*** EXERCISE INPUTS ***
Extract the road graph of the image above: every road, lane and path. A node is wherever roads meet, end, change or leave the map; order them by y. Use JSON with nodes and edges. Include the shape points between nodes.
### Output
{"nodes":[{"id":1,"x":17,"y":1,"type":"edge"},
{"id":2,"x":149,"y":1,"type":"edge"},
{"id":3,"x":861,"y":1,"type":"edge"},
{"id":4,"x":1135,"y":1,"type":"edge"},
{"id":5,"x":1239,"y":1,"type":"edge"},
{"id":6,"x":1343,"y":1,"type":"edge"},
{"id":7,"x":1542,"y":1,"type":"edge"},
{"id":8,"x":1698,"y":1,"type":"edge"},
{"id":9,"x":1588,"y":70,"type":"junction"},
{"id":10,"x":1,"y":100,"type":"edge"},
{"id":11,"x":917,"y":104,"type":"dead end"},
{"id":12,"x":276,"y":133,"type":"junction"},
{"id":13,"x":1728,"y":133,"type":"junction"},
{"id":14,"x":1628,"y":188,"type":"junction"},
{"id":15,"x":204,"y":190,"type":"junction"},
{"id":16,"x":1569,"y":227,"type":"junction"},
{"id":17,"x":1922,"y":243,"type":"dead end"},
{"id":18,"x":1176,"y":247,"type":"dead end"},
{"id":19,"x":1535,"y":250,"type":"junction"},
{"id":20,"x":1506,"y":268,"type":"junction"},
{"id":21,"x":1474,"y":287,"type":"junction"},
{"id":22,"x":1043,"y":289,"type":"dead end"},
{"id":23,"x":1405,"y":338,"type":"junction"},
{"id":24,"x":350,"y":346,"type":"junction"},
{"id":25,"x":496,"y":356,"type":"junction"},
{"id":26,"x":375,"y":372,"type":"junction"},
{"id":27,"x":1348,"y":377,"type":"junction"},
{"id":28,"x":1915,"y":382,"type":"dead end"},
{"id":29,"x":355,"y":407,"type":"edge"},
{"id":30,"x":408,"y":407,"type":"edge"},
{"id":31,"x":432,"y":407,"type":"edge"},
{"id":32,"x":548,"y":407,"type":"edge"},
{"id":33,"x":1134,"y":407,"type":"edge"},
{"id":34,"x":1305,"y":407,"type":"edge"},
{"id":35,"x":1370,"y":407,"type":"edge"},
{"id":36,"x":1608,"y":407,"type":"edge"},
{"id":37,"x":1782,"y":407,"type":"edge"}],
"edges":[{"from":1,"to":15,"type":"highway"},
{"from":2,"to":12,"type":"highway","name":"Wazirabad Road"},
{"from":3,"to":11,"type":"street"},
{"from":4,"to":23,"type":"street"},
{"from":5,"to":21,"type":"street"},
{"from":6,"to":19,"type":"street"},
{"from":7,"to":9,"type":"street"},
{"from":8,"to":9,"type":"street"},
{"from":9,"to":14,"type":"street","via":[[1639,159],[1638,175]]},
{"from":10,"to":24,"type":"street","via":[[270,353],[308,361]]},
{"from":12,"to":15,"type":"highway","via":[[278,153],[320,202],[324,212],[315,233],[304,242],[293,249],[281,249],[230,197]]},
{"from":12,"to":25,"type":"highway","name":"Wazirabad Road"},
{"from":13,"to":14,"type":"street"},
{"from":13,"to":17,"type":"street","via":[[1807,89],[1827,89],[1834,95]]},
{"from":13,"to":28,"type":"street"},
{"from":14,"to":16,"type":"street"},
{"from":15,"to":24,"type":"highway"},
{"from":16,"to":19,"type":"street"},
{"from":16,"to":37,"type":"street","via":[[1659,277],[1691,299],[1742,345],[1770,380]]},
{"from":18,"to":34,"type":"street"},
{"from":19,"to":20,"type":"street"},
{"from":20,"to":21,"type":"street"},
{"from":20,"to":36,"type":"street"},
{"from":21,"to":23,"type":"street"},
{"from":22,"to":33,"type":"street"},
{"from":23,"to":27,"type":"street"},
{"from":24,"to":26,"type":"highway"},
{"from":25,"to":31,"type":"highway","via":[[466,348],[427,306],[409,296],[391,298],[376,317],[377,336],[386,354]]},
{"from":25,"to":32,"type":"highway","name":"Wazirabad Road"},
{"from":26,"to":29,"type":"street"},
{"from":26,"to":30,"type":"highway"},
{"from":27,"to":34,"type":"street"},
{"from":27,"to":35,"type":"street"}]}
*** End of EXERCISE INPUTS ***
YOUR INSTRUCTIONS: Output each entry exactly as written, leaving none out.

THE ANSWER:
Extract the road graph of the image above: every road, lane and path. A node is wherever roads meet, end, change or leave the map; order them by y. Use JSON with nodes and edges. Include the shape points between nodes.
### Output
{"nodes":[{"id":1,"x":17,"y":1,"type":"edge"},
{"id":2,"x":149,"y":1,"type":"edge"},
{"id":3,"x":861,"y":1,"type":"edge"},
{"id":4,"x":1135,"y":1,"type":"edge"},
{"id":5,"x":1239,"y":1,"type":"edge"},
{"id":6,"x":1343,"y":1,"type":"edge"},
{"id":7,"x":1542,"y":1,"type":"edge"},
{"id":8,"x":1698,"y":1,"type":"edge"},
{"id":9,"x":1588,"y":70,"type":"junction"},
{"id":10,"x":1,"y":100,"type":"edge"},
{"id":11,"x":917,"y":104,"type":"dead end"},
{"id":12,"x":276,"y":133,"type":"junction"},
{"id":13,"x":1728,"y":133,"type":"junction"},
{"id":14,"x":1628,"y":188,"type":"junction"},
{"id":15,"x":204,"y":190,"type":"junction"},
{"id":16,"x":1569,"y":227,"type":"junction"},
{"id":17,"x":1922,"y":243,"type":"dead end"},
{"id":18,"x":1176,"y":247,"type":"dead end"},
{"id":19,"x":1535,"y":250,"type":"junction"},
{"id":20,"x":1506,"y":268,"type":"junction"},
{"id":21,"x":1474,"y":287,"type":"junction"},
{"id":22,"x":1043,"y":289,"type":"dead end"},
{"id":23,"x":1405,"y":338,"type":"junction"},
{"id":24,"x":350,"y":346,"type":"junction"},
{"id":25,"x":496,"y":356,"type":"junction"},
{"id":26,"x":375,"y":372,"type":"junction"},
{"id":27,"x":1348,"y":377,"type":"junction"},
{"id":28,"x":1915,"y":382,"type":"dead end"},
{"id":29,"x":355,"y":407,"type":"edge"},
{"id":30,"x":408,"y":407,"type":"edge"},
{"id":31,"x":432,"y":407,"type":"edge"},
{"id":32,"x":548,"y":407,"type":"edge"},
{"id":33,"x":1134,"y":407,"type":"edge"},
{"id":34,"x":1305,"y":407,"type":"edge"},
{"id":35,"x":1370,"y":407,"type":"edge"},
{"id":36,"x":1608,"y":407,"type":"edge"},
{"id":37,"x":1782,"y":407,"type":"edge"}],
"edges":[{"from":1,"to":15,"type":"highway"},
{"from":2,"to":12,"type":"highway","name":"Wazirabad Road"},
{"from":3,"to":11,"type":"street"},
{"from":4,"to":23,"type":"street"},
{"from":5,"to":21,"type":"street"},
{"from":6,"to":19,"type":"street"},
{"from":7,"to":9,"type":"street"},
{"from":8,"to":9,"type":"street"},
{"from":9,"to":14,"type":"street","via":[[1639,159],[1638,175]]},
{"from":10,"to":24,"type":"street","via":[[270,353],[308,361]]},
{"from":12,"to":15,"type":"highway","via":[[278,153],[320,202],[324,212],[315,233],[304,242],[293,249],[281,249],[230,197]]},
{"from":12,"to":25,"type":"highway","name":"Wazirabad Road"},
{"from":13,"to":14,"type":"street"},
{"from":13,"to":17,"type":"street","via":[[1807,89],[1827,89],[1834,95]]},
{"from":13,"to":28,"type":"street"},
{"from":14,"to":16,"type":"street"},
{"from":15,"to":24,"type":"highway"},
{"from":16,"to":19,"type":"street"},
{"from":16,"to":37,"type":"street","via":[[1659,277],[1691,299],[1742,345],[1770,380]]},
{"from":18,"to":34,"type":"street"},
{"from":19,"to":20,"type":"street"},
{"from":20,"to":21,"type":"street"},
{"from":20,"to":36,"type":"street"},
{"from":21,"to":23,"type":"street"},
{"from":22,"to":33,"type":"street"},
{"from":23,"to":27,"type":"street"},
{"from":24,"to":26,"type":"highway"},
{"from":25,"to":31,"type":"highway","via":[[466,348],[427,306],[409,296],[391,298],[376,317],[377,336],[386,354]]},
{"from":25,"to":32,"type":"highway","name":"Wazirabad Road"},
{"from":26,"to":29,"type":"street"},
{"from":26,"to":30,"type":"highway"},
{"from":27,"to":34,"type":"street"},
{"from":27,"to":35,"type":"street"}]}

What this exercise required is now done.